Secretary Salazar's decision to impose new deepwater drilling suspensions is based on his authorities and responsibilities under the Outer Continental Shelf Lands Act (OCSLA) to ensure safe operations on the OCS.  The new decision is supported by an extensive record of existing and new information indicating that allowing new deepwater drilling to commence would pose a threat of serious, irreparable, or immediate harm or damage to the marine, coastal, and human environment.

In a decision memorandum to BOEM Director Michael R. Bromwich, Salazar said that a temporary pause on deepwater drilling will provide time to implement recent safety reforms and for:

1.        The submission of evidence by operators demonstrating that they have the ability to respond effectively to a potential oil spill in the Gulf, given the unprecedented commitment of available oil spill response resources that are now being dedicated to the BP oil spill;

2.        The assessment of wild well intervention and blowout containment resources  to determine the strategies and methods by which they can be made more readily available should another blowout occur; and

3.        The collection and analysis of key evidence regarding the potential causes of the April 20, 2010 explosion and sinking of the Deepwater Horizon offshore drilling rig, including information collected by the Presidential Commission and other investigations.
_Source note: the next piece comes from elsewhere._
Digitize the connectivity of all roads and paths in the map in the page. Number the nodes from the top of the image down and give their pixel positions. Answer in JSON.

The administration had vowed to rework its moratorium ever since a U.S. district judge struck down its initial attempt. The judge concluded that the Interior Department hadn't made a strong enough case that there were unsafe widespread industry practices that made a moratorium essential.

The judge also concluded that the administration didn't give enough consideration to the economic dislocation its moratorium would cause as energy industry workers lost jobs. An appeals court ruled against the administration as well.
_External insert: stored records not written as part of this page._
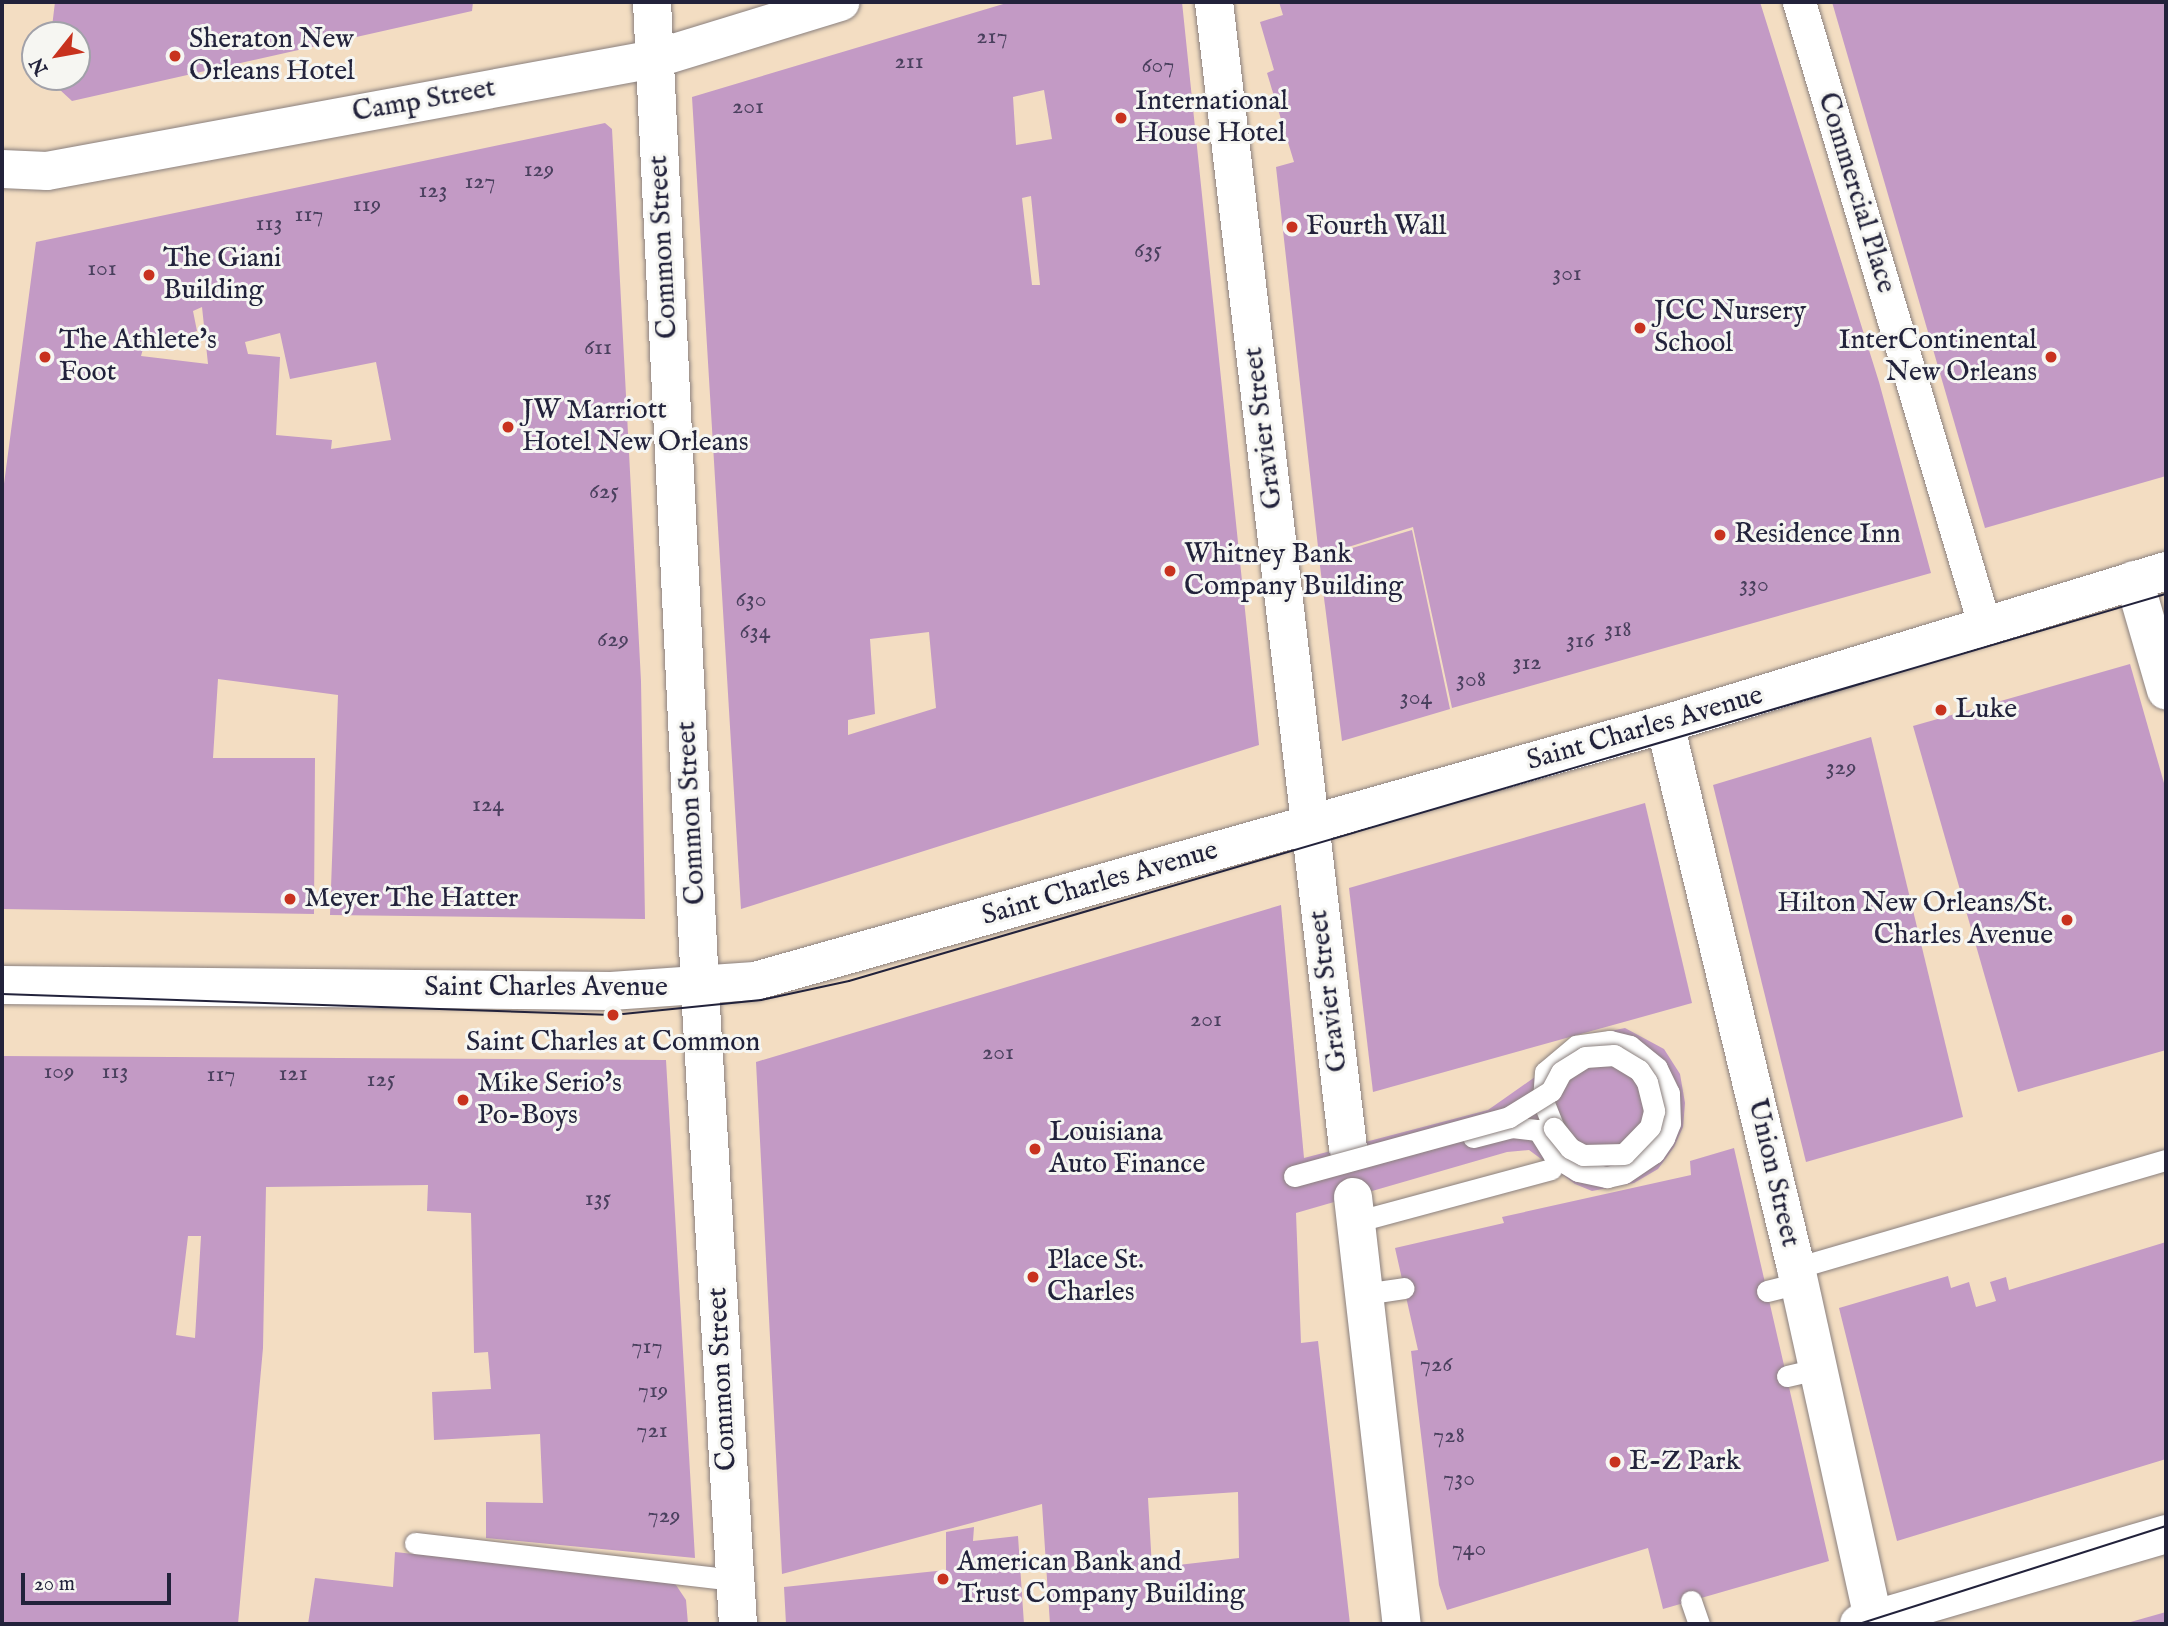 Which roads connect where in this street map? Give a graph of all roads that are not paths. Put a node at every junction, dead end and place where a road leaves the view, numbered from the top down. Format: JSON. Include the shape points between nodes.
{"nodes":[{"id":1,"x":652,"y":2,"type":"edge"},
{"id":2,"x":840,"y":2,"type":"edge"},
{"id":3,"x":1214,"y":2,"type":"edge"},
{"id":4,"x":1799,"y":2,"type":"edge"},
{"id":5,"x":654,"y":59,"type":"junction"},
{"id":6,"x":2,"y":169,"type":"edge"},
{"id":7,"x":2150,"y":576,"type":"edge"},
{"id":8,"x":1986,"y":627,"type":"junction"},
{"id":9,"x":2166,"y":690,"type":"edge"},
{"id":10,"x":1665,"y":724,"type":"junction"},
{"id":11,"x":1309,"y":824,"type":"junction"},
{"id":12,"x":2,"y":985,"type":"edge"},
{"id":13,"x":701,"y":987,"type":"junction"},
{"id":14,"x":1546,"y":1129,"type":"junction"},
{"id":15,"x":2166,"y":1160,"type":"edge"},
{"id":16,"x":1551,"y":1169,"type":"dead end"},
{"id":17,"x":1294,"y":1175,"type":"dead end"},
{"id":18,"x":1351,"y":1184,"type":"junction"},
{"id":19,"x":1787,"y":1281,"type":"junction"},
{"id":20,"x":1404,"y":1288,"type":"dead end"},
{"id":21,"x":1364,"y":1294,"type":"junction"},
{"id":22,"x":2166,"y":1534,"type":"edge"},
{"id":23,"x":415,"y":1543,"type":"dead end"},
{"id":24,"x":735,"y":1580,"type":"junction"},
{"id":25,"x":1690,"y":1601,"type":"dead end"},
{"id":26,"x":1869,"y":1623,"type":"edge"},
{"id":27,"x":738,"y":1624,"type":"edge"},
{"id":28,"x":1402,"y":1624,"type":"edge"},
{"id":29,"x":1699,"y":1624,"type":"edge"}],
"edges":[{"from":1,"to":5,"type":"street","name":"Common Street"},
{"from":2,"to":5,"type":"street","name":"Camp Street"},
{"from":3,"to":11,"type":"street","name":"Gravier Street"},
{"from":4,"to":8,"type":"street","name":"Commercial Place"},
{"from":5,"to":6,"type":"street","name":"Camp Street","via":[[47,171]]},
{"from":5,"to":13,"type":"street","name":"Common Street"},
{"from":7,"to":8,"type":"street","name":"Saint Charles Avenue"},
{"from":7,"to":9,"type":"street"},
{"from":8,"to":10,"type":"street","name":"Saint Charles Avenue"},
{"from":10,"to":11,"type":"street","name":"Saint Charles Avenue"},
{"from":10,"to":19,"type":"street","name":"Union Street"},
{"from":11,"to":13,"type":"street","name":"Saint Charles Avenue","via":[[755,981]]},
{"from":11,"to":18,"type":"street","name":"Gravier Street"},
{"from":12,"to":13,"type":"street","name":"Saint Charles Avenue","via":[[611,991]]},
{"from":13,"to":24,"type":"street","name":"Common Street"},
{"from":14,"to":14,"type":"lane","bridge":true,"via":[[1542,1101],[1545,1072],[1576,1046],[1610,1041],[1630,1046],[1657,1068],[1669,1093],[1670,1123],[1664,1138],[1654,1153],[1624,1173],[1607,1177],[1578,1171],[1554,1156]]},
{"from":14,"to":17,"type":"lane","bridge":true,"via":[[1583,1155],[1624,1154],[1650,1126],[1654,1111],[1647,1082],[1639,1070],[1614,1055],[1585,1057],[1561,1072],[1551,1091],[1509,1117]]},
{"from":14,"to":18,"type":"lane","via":[[1512,1127]]},
{"from":15,"to":19,"type":"lane"},
{"from":16,"to":18,"type":"lane"},
{"from":18,"to":21,"type":"street","name":"Gravier Street"},
{"from":19,"to":26,"type":"street","name":"Union Street","via":[[1802,1373]]},
{"from":20,"to":21,"type":"lane"},
{"from":21,"to":28,"type":"street","name":"Gravier Street"},
{"from":22,"to":26,"type":"street"},
{"from":23,"to":24,"type":"lane"},
{"from":24,"to":27,"type":"street","name":"Common Street"},
{"from":25,"to":29,"type":"lane"}]}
As far as the American Petroleum Institute was concerned, there was nothing new and improved about the administration's revised moratorium.
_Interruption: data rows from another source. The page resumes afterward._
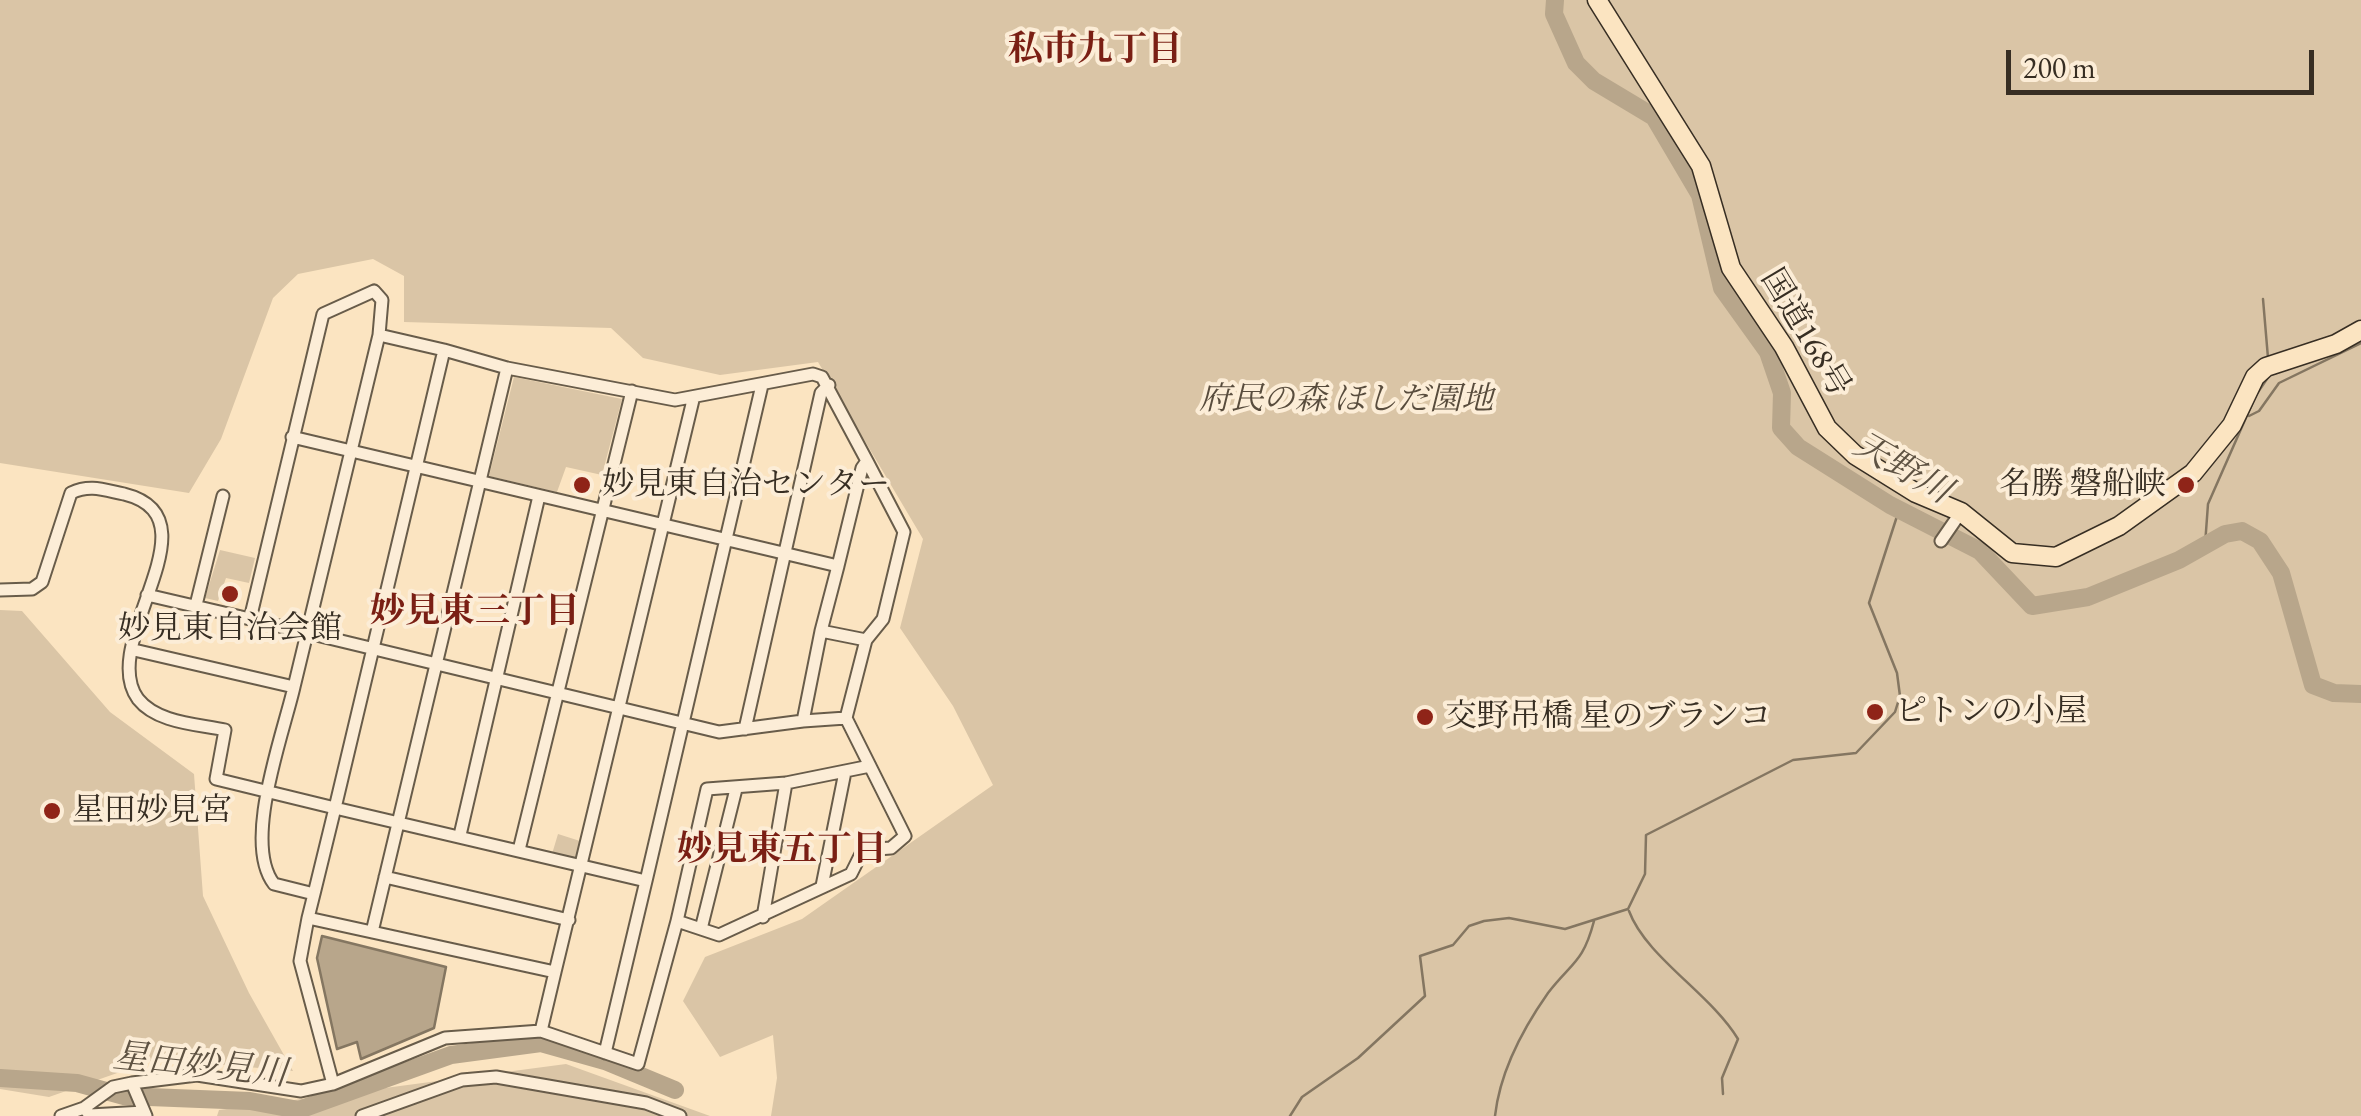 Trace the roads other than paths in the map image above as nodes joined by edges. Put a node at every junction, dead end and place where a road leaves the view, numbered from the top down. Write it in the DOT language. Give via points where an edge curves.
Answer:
graph roads {
  1 [pos="1597,0"];
  2 [pos="2361,330"];
  3 [pos="379,334"];
  4 [pos="444,350"];
  5 [pos="506,368"];
  6 [pos="762,385"];
  7 [pos="829,385"];
  8 [pos="632,390"];
  9 [pos="693,400"];
  10 [pos="292,437"];
  11 [pos="351,451"];
  12 [pos="867,461"];
  13 [pos="416,466"];
  14 [pos="482,481"];
  15 [pos="223,496"];
  16 [pos="539,496"];
  17 [pos="601,511"];
  18 [pos="1958,515"];
  19 [pos="664,526"];
  20 [pos="1941,540"];
  21 [pos="728,542"];
  22 [pos="783,554"];
  23 [pos="838,566"];
  24 [pos="0,590"];
  25 [pos="147,595"];
  26 [pos="196,605"];
  27 [pos="250,619"];
  28 [pos="821,630"];
  29 [pos="308,634"];
  30 [pos="866,640"];
  31 [pos="374,649"];
  32 [pos="134,650"];
  33 [pos="436,665"];
  34 [pos="496,679"];
  35 [pos="294,688"];
  36 [pos="559,693"];
  37 [pos="618,709"];
  38 [pos="846,718"];
  39 [pos="803,721"];
  40 [pos="683,725"];
  41 [pos="745,729"];
  42 [pos="870,766"];
  43 [pos="845,772"];
  44 [pos="786,782"];
  45 [pos="736,789"];
  46 [pos="270,790"];
  47 [pos="335,808"];
  48 [pos="399,823"];
  49 [pos="460,835"];
  50 [pos="519,850"];
  51 [pos="582,867"];
  52 [pos="386,877"];
  53 [pos="646,882"];
  54 [pos="822,886"];
  55 [pos="314,894"];
  56 [pos="763,917"];
  57 [pos="308,918"];
  58 [pos="569,920"];
  59 [pos="677,921"];
  60 [pos="700,929"];
  61 [pos="372,932"];
  62 [pos="556,972"];
  63 [pos="540,1030"];
  64 [pos="605,1053"];
  65 [pos="333,1084"];
  66 [pos="133,1087"];
  67 [pos="84,1108"];
  68 [pos="144,1111"];
  69 [pos="61,1116"];
  70 [pos="362,1116"];
  71 [pos="680,1116"];
  1 -- 18 [label="highway, 国道168号" via="1701,166 1731,268 1827,428 1854,454"];
  2 -- 18 [label="highway, 国道168号" via="2266,367 2232,425 2192,472 2082,546 2056,557 2012,553"];
  3 -- 4 [label="street"];
  3 -- 10 [label="street" via="382,300 374,291 323,314"];
  3 -- 11 [label="street"];
  4 -- 5 [label="street"];
  4 -- 13 [label="street"];
  5 -- 8 [label="street"];
  5 -- 14 [label="street"];
  6 -- 7 [label="street" via="813,374"];
  6 -- 9 [label="street"];
  6 -- 21 [label="street"];
  7 -- 12 [label="street"];
  7 -- 22 [label="street" via="821,393"];
  8 -- 9 [label="street"];
  8 -- 17 [label="street"];
  9 -- 19 [label="street"];
  10 -- 11 [label="street"];
  10 -- 27 [label="street"];
  11 -- 13 [label="street"];
  11 -- 29 [label="street"];
  12 -- 23 [label="street"];
  12 -- 30 [label="street" via="904,532 883,619"];
  13 -- 14 [label="street"];
  13 -- 31 [label="street"];
  14 -- 16 [label="street"];
  14 -- 33 [label="street"];
  15 -- 26 [label="street"];
  16 -- 17 [label="street"];
  16 -- 34 [label="street"];
  17 -- 19 [label="street"];
  17 -- 36 [label="street"];
  18 -- 20 [label="street"];
  19 -- 21 [label="street"];
  19 -- 37 [label="street"];
  21 -- 22 [label="street"];
  21 -- 40 [label="street"];
  22 -- 23 [label="street"];
  22 -- 41 [label="street"];
  23 -- 28 [label="street"];
  24 -- 25 [label="street" via="32,589 42,582 64,506 72,493 95,487 145,500 162,520"];
  25 -- 26 [label="street"];
  25 -- 32 [label="street"];
  26 -- 27 [label="street"];
  27 -- 29 [label="street"];
  28 -- 30 [label="street"];
  28 -- 39 [label="street"];
  29 -- 31 [label="street"];
  29 -- 35 [label="street"];
  30 -- 38 [label="street"];
  31 -- 33 [label="street"];
  31 -- 47 [label="street"];
  32 -- 35 [label="street"];
  32 -- 46 [label="street" via="130,670 138,698 163,718 224,730 216,779"];
  33 -- 34 [label="street"];
  33 -- 48 [label="street"];
  34 -- 36 [label="street"];
  34 -- 49 [label="street"];
  35 -- 46 [label="street"];
  36 -- 37 [label="street"];
  36 -- 50 [label="street"];
  37 -- 40 [label="street"];
  37 -- 51 [label="street"];
  38 -- 39 [label="street"];
  38 -- 42 [label="street"];
  39 -- 41 [label="street"];
  40 -- 41 [label="street"];
  40 -- 53 [label="street"];
  42 -- 43 [label="street"];
  42 -- 54 [label="street" via="905,836 890,848 864,850 852,874"];
  43 -- 44 [label="street"];
  43 -- 54 [label="street"];
  44 -- 45 [label="street"];
  44 -- 56 [label="street"];
  45 -- 59 [label="street" via="708,790"];
  45 -- 60 [label="street"];
  46 -- 47 [label="street"];
  46 -- 55 [label="street" via="260,834 268,876 274,884"];
  47 -- 48 [label="street"];
  47 -- 55 [label="street"];
  48 -- 49 [label="street"];
  48 -- 52 [label="street"];
  49 -- 50 [label="street"];
  50 -- 51 [label="street"];
  51 -- 53 [label="street"];
  51 -- 58 [label="street"];
  52 -- 58 [label="street"];
  52 -- 61 [label="street"];
  53 -- 64 [label="street"];
  54 -- 56 [label="street"];
  55 -- 57 [label="street"];
  56 -- 60 [label="street" via="719,935"];
  57 -- 61 [label="street"];
  57 -- 65 [label="street" via="300,961"];
  58 -- 62 [label="street"];
  59 -- 60 [label="street"];
  59 -- 64 [label="street" via="638,1064"];
  61 -- 62 [label="street"];
  62 -- 63 [label="street"];
  63 -- 64 [label="street"];
  63 -- 65 [label="street" via="445,1038"];
  65 -- 66 [label="street" via="277,1090 197,1075"];
  66 -- 67 [label="street" via="112,1088"];
  66 -- 68 [label="street"];
  67 -- 68 [label="street" via="90,1115"];
  67 -- 69 [label="street"];
  70 -- 71 [label="street" via="450,1084 496,1077"];
}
“It is unnecessary and shortsighted to shut down a major part of the nation’s energy lifeline while working to enhance offshore safety.  The new moratorium threatens enormous harm to the nation and to the Gulf region.  It places the jobs of tens of thousands of workers in serious and immediate jeopardy and promises a substantial reduction in domestic energy production.  No certain and expeditious path forward has been established for a resumption of drilling.

“The 33 now idle deepwater drilling rigs in the Gulf have passed thorough government inspections and are ready to be put back to work.  The industry has been working extremely hard on all fronts to enhance safety – and will continue to do so.  And the government has already imposed significant, additional safety requirements that are supported by the industry.  A resumption of drilling would proceed only under the most intense and vigilant oversight.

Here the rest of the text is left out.